* **WHAT IS EXPECTED**
The whole listing, exactly as given: write it out, leaving out each image.

* **DATA**
☆ ☆ ☆ ☆ ☆ ☆ ☆

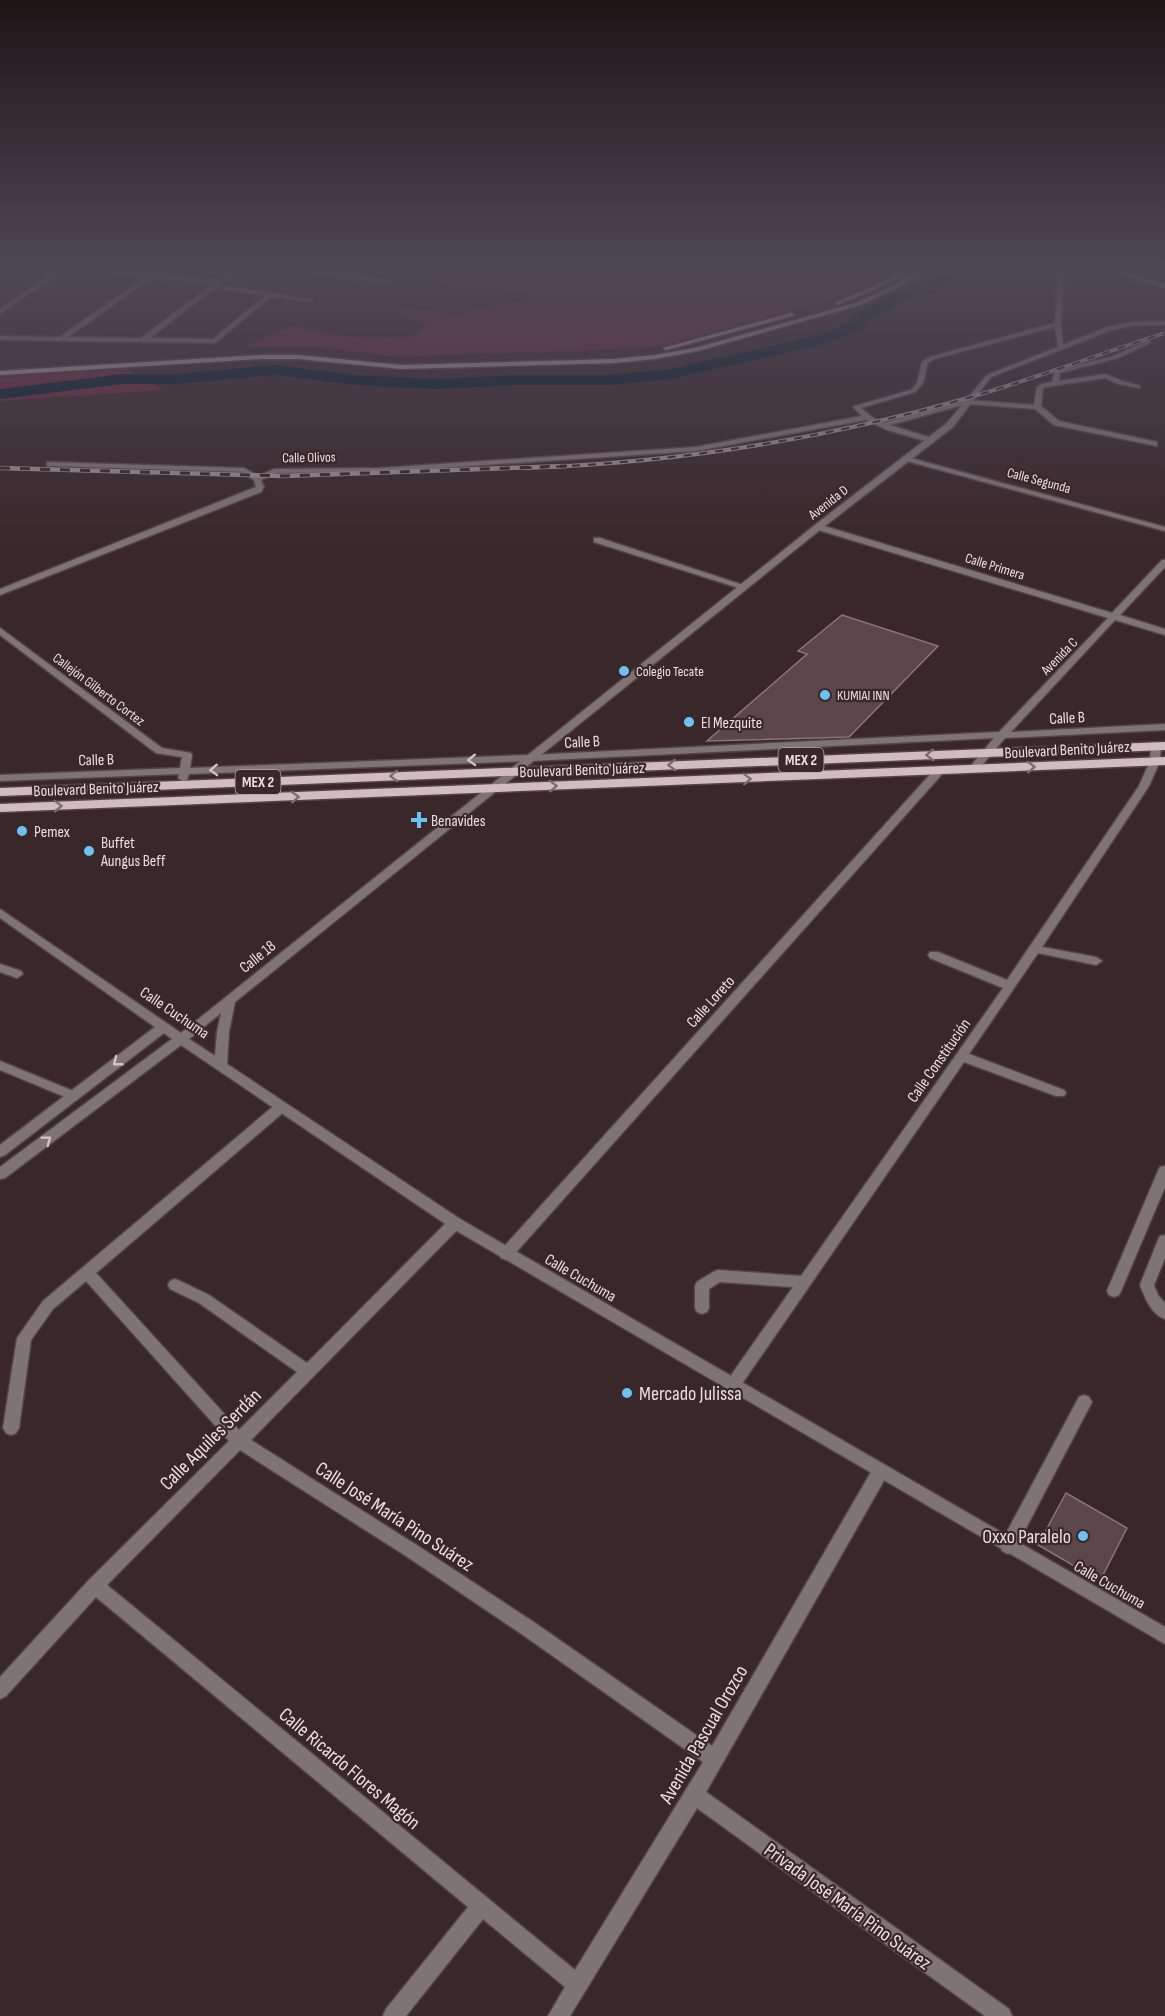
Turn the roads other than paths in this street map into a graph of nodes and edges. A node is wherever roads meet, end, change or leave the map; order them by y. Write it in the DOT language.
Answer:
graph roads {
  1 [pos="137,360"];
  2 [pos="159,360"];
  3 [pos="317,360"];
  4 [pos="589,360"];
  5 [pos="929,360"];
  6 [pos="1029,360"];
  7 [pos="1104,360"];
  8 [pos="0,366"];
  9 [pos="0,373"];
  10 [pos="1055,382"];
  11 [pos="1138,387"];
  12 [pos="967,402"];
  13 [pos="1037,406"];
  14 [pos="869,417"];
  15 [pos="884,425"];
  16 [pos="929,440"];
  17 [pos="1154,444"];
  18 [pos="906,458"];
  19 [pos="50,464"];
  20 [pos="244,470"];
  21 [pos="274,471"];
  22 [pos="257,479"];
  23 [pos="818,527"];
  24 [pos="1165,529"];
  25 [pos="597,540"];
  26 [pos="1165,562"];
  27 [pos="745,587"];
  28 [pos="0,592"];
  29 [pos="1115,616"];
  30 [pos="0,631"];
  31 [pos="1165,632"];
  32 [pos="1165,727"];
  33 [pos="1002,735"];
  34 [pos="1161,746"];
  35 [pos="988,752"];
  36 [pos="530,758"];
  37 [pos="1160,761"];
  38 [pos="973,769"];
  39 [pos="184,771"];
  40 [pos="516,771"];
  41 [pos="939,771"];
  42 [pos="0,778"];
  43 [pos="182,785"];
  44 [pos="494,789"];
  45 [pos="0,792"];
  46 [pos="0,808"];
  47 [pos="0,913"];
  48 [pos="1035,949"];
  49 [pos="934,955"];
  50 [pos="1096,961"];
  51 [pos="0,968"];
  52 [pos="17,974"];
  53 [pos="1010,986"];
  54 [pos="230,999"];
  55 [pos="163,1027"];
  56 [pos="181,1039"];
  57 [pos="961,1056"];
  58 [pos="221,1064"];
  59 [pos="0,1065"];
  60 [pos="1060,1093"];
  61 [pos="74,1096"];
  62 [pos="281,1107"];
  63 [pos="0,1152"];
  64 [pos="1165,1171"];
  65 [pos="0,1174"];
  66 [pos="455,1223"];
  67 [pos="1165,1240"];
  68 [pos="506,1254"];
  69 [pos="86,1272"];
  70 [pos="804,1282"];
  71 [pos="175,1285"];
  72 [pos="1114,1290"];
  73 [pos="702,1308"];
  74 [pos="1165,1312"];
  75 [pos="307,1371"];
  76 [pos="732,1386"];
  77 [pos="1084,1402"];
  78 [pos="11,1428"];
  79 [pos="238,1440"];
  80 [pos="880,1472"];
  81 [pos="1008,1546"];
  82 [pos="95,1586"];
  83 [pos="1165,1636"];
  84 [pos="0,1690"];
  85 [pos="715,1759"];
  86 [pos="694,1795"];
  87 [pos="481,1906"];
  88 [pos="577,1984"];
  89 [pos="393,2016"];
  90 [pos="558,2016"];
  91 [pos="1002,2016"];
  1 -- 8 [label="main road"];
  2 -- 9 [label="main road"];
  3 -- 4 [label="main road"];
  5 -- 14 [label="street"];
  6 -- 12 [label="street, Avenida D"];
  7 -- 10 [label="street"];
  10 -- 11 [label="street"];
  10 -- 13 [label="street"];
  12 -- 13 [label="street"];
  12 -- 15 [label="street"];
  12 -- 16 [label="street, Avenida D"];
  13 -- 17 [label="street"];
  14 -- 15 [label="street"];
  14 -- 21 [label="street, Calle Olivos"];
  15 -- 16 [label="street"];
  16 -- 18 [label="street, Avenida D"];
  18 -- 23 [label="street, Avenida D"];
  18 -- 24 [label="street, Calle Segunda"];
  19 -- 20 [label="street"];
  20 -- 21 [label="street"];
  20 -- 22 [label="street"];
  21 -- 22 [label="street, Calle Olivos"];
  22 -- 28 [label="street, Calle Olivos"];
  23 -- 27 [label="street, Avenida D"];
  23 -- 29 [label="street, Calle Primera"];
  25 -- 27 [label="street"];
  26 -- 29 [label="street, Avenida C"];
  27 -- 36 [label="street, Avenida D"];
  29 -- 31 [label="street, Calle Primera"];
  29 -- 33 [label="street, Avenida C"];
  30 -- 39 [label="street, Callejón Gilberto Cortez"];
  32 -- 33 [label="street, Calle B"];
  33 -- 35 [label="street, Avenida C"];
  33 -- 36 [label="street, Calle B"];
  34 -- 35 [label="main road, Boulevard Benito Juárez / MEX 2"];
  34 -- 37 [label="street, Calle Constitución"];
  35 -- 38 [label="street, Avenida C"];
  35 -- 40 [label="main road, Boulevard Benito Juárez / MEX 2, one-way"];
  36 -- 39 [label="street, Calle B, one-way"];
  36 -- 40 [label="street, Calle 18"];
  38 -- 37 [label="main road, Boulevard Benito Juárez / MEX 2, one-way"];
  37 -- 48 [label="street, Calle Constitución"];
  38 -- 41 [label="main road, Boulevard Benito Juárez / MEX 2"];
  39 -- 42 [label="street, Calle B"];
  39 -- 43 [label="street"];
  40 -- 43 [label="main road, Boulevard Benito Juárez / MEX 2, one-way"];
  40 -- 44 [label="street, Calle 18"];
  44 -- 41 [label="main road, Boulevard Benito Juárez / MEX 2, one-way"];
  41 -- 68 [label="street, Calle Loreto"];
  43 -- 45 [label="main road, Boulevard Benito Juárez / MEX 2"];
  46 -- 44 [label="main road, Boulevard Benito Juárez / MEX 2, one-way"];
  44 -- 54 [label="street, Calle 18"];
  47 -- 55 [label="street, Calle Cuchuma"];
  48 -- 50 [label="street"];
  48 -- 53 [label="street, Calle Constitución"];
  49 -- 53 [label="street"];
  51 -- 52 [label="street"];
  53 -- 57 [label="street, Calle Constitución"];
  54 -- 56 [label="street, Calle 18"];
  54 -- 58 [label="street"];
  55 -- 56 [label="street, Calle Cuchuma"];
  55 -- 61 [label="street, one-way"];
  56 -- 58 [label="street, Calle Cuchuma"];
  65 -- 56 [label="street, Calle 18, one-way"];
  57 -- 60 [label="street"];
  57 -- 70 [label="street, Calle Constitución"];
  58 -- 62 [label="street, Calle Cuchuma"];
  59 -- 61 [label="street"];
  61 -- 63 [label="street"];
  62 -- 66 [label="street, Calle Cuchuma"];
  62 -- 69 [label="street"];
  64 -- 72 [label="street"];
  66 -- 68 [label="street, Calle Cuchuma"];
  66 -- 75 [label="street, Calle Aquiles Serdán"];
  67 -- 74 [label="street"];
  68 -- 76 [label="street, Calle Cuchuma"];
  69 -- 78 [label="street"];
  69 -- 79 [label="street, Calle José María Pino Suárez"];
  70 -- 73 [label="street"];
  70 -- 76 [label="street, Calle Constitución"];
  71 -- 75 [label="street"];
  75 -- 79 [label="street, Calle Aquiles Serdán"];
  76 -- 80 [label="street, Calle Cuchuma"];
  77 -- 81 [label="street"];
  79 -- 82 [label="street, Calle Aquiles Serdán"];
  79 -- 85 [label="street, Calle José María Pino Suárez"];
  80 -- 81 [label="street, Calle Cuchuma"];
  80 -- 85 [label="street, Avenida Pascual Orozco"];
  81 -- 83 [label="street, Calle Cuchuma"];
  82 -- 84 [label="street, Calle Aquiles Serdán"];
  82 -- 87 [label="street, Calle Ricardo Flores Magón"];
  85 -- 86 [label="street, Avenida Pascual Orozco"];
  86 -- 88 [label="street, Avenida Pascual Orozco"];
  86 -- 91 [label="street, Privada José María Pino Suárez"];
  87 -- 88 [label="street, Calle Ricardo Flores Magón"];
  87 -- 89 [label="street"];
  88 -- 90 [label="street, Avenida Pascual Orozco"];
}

☆ ☆ ☆ ☆ ☆ ☆ ☆

* **RESPONSE AREA**
Turn the roads other than paths in this street map into a graph of nodes and edges. A node is wherever roads meet, end, change or leave the map; order them by y. Write it in the DOT language.
Answer:
graph roads {
  1 [pos="137,360"];
  2 [pos="159,360"];
  3 [pos="317,360"];
  4 [pos="589,360"];
  5 [pos="929,360"];
  6 [pos="1029,360"];
  7 [pos="1104,360"];
  8 [pos="0,366"];
  9 [pos="0,373"];
  10 [pos="1055,382"];
  11 [pos="1138,387"];
  12 [pos="967,402"];
  13 [pos="1037,406"];
  14 [pos="869,417"];
  15 [pos="884,425"];
  16 [pos="929,440"];
  17 [pos="1154,444"];
  18 [pos="906,458"];
  19 [pos="50,464"];
  20 [pos="244,470"];
  21 [pos="274,471"];
  22 [pos="257,479"];
  23 [pos="818,527"];
  24 [pos="1165,529"];
  25 [pos="597,540"];
  26 [pos="1165,562"];
  27 [pos="745,587"];
  28 [pos="0,592"];
  29 [pos="1115,616"];
  30 [pos="0,631"];
  31 [pos="1165,632"];
  32 [pos="1165,727"];
  33 [pos="1002,735"];
  34 [pos="1161,746"];
  35 [pos="988,752"];
  36 [pos="530,758"];
  37 [pos="1160,761"];
  38 [pos="973,769"];
  39 [pos="184,771"];
  40 [pos="516,771"];
  41 [pos="939,771"];
  42 [pos="0,778"];
  43 [pos="182,785"];
  44 [pos="494,789"];
  45 [pos="0,792"];
  46 [pos="0,808"];
  47 [pos="0,913"];
  48 [pos="1035,949"];
  49 [pos="934,955"];
  50 [pos="1096,961"];
  51 [pos="0,968"];
  52 [pos="17,974"];
  53 [pos="1010,986"];
  54 [pos="230,999"];
  55 [pos="163,1027"];
  56 [pos="181,1039"];
  57 [pos="961,1056"];
  58 [pos="221,1064"];
  59 [pos="0,1065"];
  60 [pos="1060,1093"];
  61 [pos="74,1096"];
  62 [pos="281,1107"];
  63 [pos="0,1152"];
  64 [pos="1165,1171"];
  65 [pos="0,1174"];
  66 [pos="455,1223"];
  67 [pos="1165,1240"];
  68 [pos="506,1254"];
  69 [pos="86,1272"];
  70 [pos="804,1282"];
  71 [pos="175,1285"];
  72 [pos="1114,1290"];
  73 [pos="702,1308"];
  74 [pos="1165,1312"];
  75 [pos="307,1371"];
  76 [pos="732,1386"];
  77 [pos="1084,1402"];
  78 [pos="11,1428"];
  79 [pos="238,1440"];
  80 [pos="880,1472"];
  81 [pos="1008,1546"];
  82 [pos="95,1586"];
  83 [pos="1165,1636"];
  84 [pos="0,1690"];
  85 [pos="715,1759"];
  86 [pos="694,1795"];
  87 [pos="481,1906"];
  88 [pos="577,1984"];
  89 [pos="393,2016"];
  90 [pos="558,2016"];
  91 [pos="1002,2016"];
  1 -- 8 [label="main road"];
  2 -- 9 [label="main road"];
  3 -- 4 [label="main road"];
  5 -- 14 [label="street"];
  6 -- 12 [label="street, Avenida D"];
  7 -- 10 [label="street"];
  10 -- 11 [label="street"];
  10 -- 13 [label="street"];
  12 -- 13 [label="street"];
  12 -- 15 [label="street"];
  12 -- 16 [label="street, Avenida D"];
  13 -- 17 [label="street"];
  14 -- 15 [label="street"];
  14 -- 21 [label="street, Calle Olivos"];
  15 -- 16 [label="street"];
  16 -- 18 [label="street, Avenida D"];
  18 -- 23 [label="street, Avenida D"];
  18 -- 24 [label="street, Calle Segunda"];
  19 -- 20 [label="street"];
  20 -- 21 [label="street"];
  20 -- 22 [label="street"];
  21 -- 22 [label="street, Calle Olivos"];
  22 -- 28 [label="street, Calle Olivos"];
  23 -- 27 [label="street, Avenida D"];
  23 -- 29 [label="street, Calle Primera"];
  25 -- 27 [label="street"];
  26 -- 29 [label="street, Avenida C"];
  27 -- 36 [label="street, Avenida D"];
  29 -- 31 [label="street, Calle Primera"];
  29 -- 33 [label="street, Avenida C"];
  30 -- 39 [label="street, Callejón Gilberto Cortez"];
  32 -- 33 [label="street, Calle B"];
  33 -- 35 [label="street, Avenida C"];
  33 -- 36 [label="street, Calle B"];
  34 -- 35 [label="main road, Boulevard Benito Juárez / MEX 2"];
  34 -- 37 [label="street, Calle Constitución"];
  35 -- 38 [label="street, Avenida C"];
  35 -- 40 [label="main road, Boulevard Benito Juárez / MEX 2, one-way"];
  36 -- 39 [label="street, Calle B, one-way"];
  36 -- 40 [label="street, Calle 18"];
  38 -- 37 [label="main road, Boulevard Benito Juárez / MEX 2, one-way"];
  37 -- 48 [label="street, Calle Constitución"];
  38 -- 41 [label="main road, Boulevard Benito Juárez / MEX 2"];
  39 -- 42 [label="street, Calle B"];
  39 -- 43 [label="street"];
  40 -- 43 [label="main road, Boulevard Benito Juárez / MEX 2, one-way"];
  40 -- 44 [label="street, Calle 18"];
  44 -- 41 [label="main road, Boulevard Benito Juárez / MEX 2, one-way"];
  41 -- 68 [label="street, Calle Loreto"];
  43 -- 45 [label="main road, Boulevard Benito Juárez / MEX 2"];
  46 -- 44 [label="main road, Boulevard Benito Juárez / MEX 2, one-way"];
  44 -- 54 [label="street, Calle 18"];
  47 -- 55 [label="street, Calle Cuchuma"];
  48 -- 50 [label="street"];
  48 -- 53 [label="street, Calle Constitución"];
  49 -- 53 [label="street"];
  51 -- 52 [label="street"];
  53 -- 57 [label="street, Calle Constitución"];
  54 -- 56 [label="street, Calle 18"];
  54 -- 58 [label="street"];
  55 -- 56 [label="street, Calle Cuchuma"];
  55 -- 61 [label="street, one-way"];
  56 -- 58 [label="street, Calle Cuchuma"];
  65 -- 56 [label="street, Calle 18, one-way"];
  57 -- 60 [label="street"];
  57 -- 70 [label="street, Calle Constitución"];
  58 -- 62 [label="street, Calle Cuchuma"];
  59 -- 61 [label="street"];
  61 -- 63 [label="street"];
  62 -- 66 [label="street, Calle Cuchuma"];
  62 -- 69 [label="street"];
  64 -- 72 [label="street"];
  66 -- 68 [label="street, Calle Cuchuma"];
  66 -- 75 [label="street, Calle Aquiles Serdán"];
  67 -- 74 [label="street"];
  68 -- 76 [label="street, Calle Cuchuma"];
  69 -- 78 [label="street"];
  69 -- 79 [label="street, Calle José María Pino Suárez"];
  70 -- 73 [label="street"];
  70 -- 76 [label="street, Calle Constitución"];
  71 -- 75 [label="street"];
  75 -- 79 [label="street, Calle Aquiles Serdán"];
  76 -- 80 [label="street, Calle Cuchuma"];
  77 -- 81 [label="street"];
  79 -- 82 [label="street, Calle Aquiles Serdán"];
  79 -- 85 [label="street, Calle José María Pino Suárez"];
  80 -- 81 [label="street, Calle Cuchuma"];
  80 -- 85 [label="street, Avenida Pascual Orozco"];
  81 -- 83 [label="street, Calle Cuchuma"];
  82 -- 84 [label="street, Calle Aquiles Serdán"];
  82 -- 87 [label="street, Calle Ricardo Flores Magón"];
  85 -- 86 [label="street, Avenida Pascual Orozco"];
  86 -- 88 [label="street, Avenida Pascual Orozco"];
  86 -- 91 [label="street, Privada José María Pino Suárez"];
  87 -- 88 [label="street, Calle Ricardo Flores Magón"];
  87 -- 89 [label="street"];
  88 -- 90 [label="street, Avenida Pascual Orozco"];
}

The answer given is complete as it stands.